# TO DO:
Copy out each line of the listing below in which the string "Úhoru" occurs.

# PROVIDED RECORDS:
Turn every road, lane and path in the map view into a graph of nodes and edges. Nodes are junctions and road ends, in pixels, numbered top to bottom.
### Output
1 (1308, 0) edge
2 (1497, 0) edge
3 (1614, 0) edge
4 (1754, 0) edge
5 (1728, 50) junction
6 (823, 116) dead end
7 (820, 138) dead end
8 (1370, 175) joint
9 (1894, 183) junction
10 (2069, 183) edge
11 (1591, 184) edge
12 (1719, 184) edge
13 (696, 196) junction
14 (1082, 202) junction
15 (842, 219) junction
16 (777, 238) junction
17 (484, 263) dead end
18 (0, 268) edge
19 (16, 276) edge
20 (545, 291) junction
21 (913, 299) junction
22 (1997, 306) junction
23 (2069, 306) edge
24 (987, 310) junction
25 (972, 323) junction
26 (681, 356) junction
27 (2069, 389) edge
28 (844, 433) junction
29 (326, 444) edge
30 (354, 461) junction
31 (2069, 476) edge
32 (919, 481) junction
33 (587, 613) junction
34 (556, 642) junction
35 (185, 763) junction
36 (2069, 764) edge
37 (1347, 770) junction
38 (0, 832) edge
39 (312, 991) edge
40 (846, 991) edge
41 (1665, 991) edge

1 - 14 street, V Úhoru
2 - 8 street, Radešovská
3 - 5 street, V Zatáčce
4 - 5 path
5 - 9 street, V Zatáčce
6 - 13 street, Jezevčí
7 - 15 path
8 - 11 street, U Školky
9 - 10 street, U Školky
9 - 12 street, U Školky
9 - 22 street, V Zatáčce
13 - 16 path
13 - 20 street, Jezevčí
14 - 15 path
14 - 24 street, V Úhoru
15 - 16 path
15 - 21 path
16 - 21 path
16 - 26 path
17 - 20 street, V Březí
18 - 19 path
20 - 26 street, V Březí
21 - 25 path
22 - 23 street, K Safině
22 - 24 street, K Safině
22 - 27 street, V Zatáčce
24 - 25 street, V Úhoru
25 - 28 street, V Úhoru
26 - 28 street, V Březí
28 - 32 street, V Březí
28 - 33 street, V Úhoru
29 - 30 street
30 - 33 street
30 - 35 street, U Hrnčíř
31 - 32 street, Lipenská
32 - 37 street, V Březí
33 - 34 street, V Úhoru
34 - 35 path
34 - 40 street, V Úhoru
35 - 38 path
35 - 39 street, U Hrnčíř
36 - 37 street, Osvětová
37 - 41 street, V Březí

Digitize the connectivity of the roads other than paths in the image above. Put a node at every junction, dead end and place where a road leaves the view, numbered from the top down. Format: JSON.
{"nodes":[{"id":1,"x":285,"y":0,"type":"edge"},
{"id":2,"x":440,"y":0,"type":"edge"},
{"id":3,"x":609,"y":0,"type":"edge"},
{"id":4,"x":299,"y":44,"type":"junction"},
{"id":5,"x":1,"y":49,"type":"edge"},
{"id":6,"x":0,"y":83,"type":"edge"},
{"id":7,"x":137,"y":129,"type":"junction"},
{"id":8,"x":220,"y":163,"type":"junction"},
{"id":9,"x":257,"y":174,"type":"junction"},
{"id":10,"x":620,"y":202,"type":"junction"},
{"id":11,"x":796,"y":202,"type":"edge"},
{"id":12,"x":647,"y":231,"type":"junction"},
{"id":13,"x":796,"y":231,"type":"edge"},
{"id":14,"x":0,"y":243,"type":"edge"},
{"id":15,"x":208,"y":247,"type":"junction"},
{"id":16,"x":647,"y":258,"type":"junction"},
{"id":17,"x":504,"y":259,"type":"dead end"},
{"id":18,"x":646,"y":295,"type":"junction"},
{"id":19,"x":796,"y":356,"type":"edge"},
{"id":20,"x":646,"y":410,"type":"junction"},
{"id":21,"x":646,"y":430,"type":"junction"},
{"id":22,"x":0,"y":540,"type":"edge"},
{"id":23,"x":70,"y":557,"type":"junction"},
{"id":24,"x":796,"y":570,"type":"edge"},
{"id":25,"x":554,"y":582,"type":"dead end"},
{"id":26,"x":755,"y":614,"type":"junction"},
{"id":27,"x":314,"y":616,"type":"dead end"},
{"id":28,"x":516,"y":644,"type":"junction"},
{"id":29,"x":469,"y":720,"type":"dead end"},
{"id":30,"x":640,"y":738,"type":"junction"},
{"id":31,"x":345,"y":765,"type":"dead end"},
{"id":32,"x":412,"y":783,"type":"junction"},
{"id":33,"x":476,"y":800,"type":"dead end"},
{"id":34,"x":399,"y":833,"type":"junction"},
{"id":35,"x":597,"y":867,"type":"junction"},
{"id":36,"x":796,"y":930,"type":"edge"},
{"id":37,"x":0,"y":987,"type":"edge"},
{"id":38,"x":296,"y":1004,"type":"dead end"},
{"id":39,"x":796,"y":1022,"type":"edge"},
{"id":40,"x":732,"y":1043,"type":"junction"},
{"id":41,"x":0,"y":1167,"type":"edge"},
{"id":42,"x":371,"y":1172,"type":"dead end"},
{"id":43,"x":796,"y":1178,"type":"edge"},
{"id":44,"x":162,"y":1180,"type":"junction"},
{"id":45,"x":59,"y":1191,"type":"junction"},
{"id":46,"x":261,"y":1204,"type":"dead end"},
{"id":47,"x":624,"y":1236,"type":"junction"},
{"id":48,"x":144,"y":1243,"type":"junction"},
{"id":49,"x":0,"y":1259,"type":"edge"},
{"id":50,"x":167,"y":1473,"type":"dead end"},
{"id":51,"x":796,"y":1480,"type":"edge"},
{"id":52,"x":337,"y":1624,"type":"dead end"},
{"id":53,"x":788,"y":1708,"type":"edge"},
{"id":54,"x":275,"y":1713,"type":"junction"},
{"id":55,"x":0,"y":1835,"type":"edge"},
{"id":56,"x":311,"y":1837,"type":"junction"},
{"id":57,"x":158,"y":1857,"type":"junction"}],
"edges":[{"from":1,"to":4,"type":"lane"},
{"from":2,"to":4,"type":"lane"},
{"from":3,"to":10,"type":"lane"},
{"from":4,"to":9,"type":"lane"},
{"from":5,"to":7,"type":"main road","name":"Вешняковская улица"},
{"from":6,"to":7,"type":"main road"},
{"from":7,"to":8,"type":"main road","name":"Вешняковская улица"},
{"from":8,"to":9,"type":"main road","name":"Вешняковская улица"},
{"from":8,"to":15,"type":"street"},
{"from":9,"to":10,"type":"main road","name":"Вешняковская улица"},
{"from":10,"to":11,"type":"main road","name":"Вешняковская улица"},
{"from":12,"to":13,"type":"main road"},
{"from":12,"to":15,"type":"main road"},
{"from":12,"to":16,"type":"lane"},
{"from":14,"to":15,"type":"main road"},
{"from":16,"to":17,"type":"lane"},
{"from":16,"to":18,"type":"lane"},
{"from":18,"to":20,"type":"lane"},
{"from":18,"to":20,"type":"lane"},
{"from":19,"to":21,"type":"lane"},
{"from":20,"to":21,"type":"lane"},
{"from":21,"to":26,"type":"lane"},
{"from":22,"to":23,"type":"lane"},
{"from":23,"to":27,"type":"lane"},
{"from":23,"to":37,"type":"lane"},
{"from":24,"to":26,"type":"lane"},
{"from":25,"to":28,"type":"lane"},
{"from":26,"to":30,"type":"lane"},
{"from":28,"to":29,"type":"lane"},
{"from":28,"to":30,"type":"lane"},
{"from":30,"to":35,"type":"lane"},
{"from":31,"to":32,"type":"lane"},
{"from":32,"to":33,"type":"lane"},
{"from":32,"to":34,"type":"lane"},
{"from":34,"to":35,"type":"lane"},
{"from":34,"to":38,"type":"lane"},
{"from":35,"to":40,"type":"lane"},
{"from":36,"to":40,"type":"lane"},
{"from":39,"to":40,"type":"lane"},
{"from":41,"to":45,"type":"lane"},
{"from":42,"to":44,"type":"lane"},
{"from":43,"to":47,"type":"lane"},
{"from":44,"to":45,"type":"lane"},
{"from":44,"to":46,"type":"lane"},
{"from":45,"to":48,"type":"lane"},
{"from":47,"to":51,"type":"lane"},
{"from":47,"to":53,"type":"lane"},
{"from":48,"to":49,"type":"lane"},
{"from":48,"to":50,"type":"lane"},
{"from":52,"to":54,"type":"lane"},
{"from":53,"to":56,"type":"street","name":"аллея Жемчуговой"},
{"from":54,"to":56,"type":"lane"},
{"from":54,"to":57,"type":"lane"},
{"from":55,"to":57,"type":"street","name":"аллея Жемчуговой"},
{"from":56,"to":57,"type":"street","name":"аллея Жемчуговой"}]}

# ANSWER SPACE:
1 - 14 street, V Úhoru
14 - 24 street, V Úhoru
24 - 25 street, V Úhoru
25 - 28 street, V Úhoru
28 - 33 street, V Úhoru
33 - 34 street, V Úhoru
34 - 40 street, V Úhoru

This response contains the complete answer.